Records contained in a dataset:
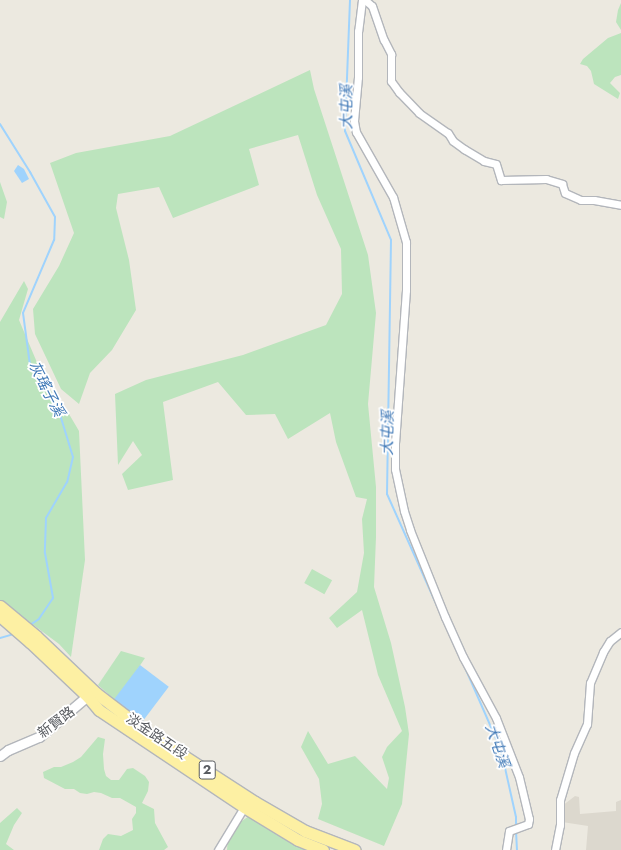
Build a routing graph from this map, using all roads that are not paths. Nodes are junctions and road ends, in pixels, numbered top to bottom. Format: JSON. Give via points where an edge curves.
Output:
{"nodes":[{"id":1,"x":362,"y":0,"type":"edge"},
{"id":2,"x":365,"y":0,"type":"edge"},
{"id":3,"x":621,"y":205,"type":"edge"},
{"id":4,"x":0,"y":606,"type":"edge"},
{"id":5,"x":0,"y":616,"type":"edge"},
{"id":6,"x":15,"y":623,"type":"junction"},
{"id":7,"x":621,"y":632,"type":"edge"},
{"id":8,"x":33,"y":639,"type":"junction"},
{"id":9,"x":91,"y":694,"type":"junction"},
{"id":10,"x":0,"y":756,"type":"edge"},
{"id":11,"x":247,"y":802,"type":"junction"},
{"id":12,"x":218,"y":850,"type":"edge"},
{"id":13,"x":323,"y":850,"type":"edge"},
{"id":14,"x":354,"y":850,"type":"edge"},
{"id":15,"x":506,"y":850,"type":"edge"},
{"id":16,"x":555,"y":850,"type":"edge"}],
"edges":[{"from":1,"to":15,"type":"street","via":[[354,121],[356,132],[393,197],[406,242],[406,290],[395,469],[410,530],[445,617],[496,718],[519,777],[529,819],[528,824],[509,831]]},
{"from":2,"to":3,"type":"street","via":[[372,6],[391,54],[392,81],[399,92],[419,113],[448,132],[453,141],[464,150],[484,161],[496,164],[501,180],[546,179],[562,184],[565,194],[581,200]]},
{"from":4,"to":6,"type":"main road","number":"2"},
{"from":5,"to":6,"type":"main road","number":"2"},
{"from":6,"to":8,"type":"main road","number":"2"},
{"from":7,"to":16,"type":"street","via":[[610,640],[590,683],[587,724],[574,753],[560,800],[560,825]]},
{"from":8,"to":9,"type":"main road","number":"2"},
{"from":8,"to":9,"type":"main road","name":"淡金路五段","number":"2","via":[[72,669]]},
{"from":9,"to":10,"type":"street","name":"新賢路","via":[[39,737]]},
{"from":9,"to":11,"type":"main road","name":"淡金路五段","number":"2"},
{"from":11,"to":12,"type":"street"},
{"from":11,"to":13,"type":"main road","name":"淡金路五段","number":"2","via":[[298,840]]},
{"from":11,"to":14,"type":"main road","name":"淡金路五段","number":"2","via":[[305,831]]}]}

## What the exercise asks
Find the word "road" in the entries, then copy out every line that has it.

## Reply
Build a routing graph from this map, using all roads that are not paths. Nodes are junctions and road ends, in pixels, numbered top to bottom. Format: JSON. Give via points where an edge curves.
{"from":4,"to":6,"type":"main road","number":"2"},
{"from":5,"to":6,"type":"main road","number":"2"},
{"from":6,"to":8,"type":"main road","number":"2"},
{"from":8,"to":9,"type":"main road","number":"2"},
{"from":8,"to":9,"type":"main road","name":"淡金路五段","number":"2","via":[[72,669]]},
{"from":9,"to":11,"type":"main road","name":"淡金路五段","number":"2"},
{"from":11,"to":13,"type":"main road","name":"淡金路五段","number":"2","via":[[298,840]]},
{"from":11,"to":14,"type":"main road","name":"淡金路五段","number":"2","via":[[305,831]]}]}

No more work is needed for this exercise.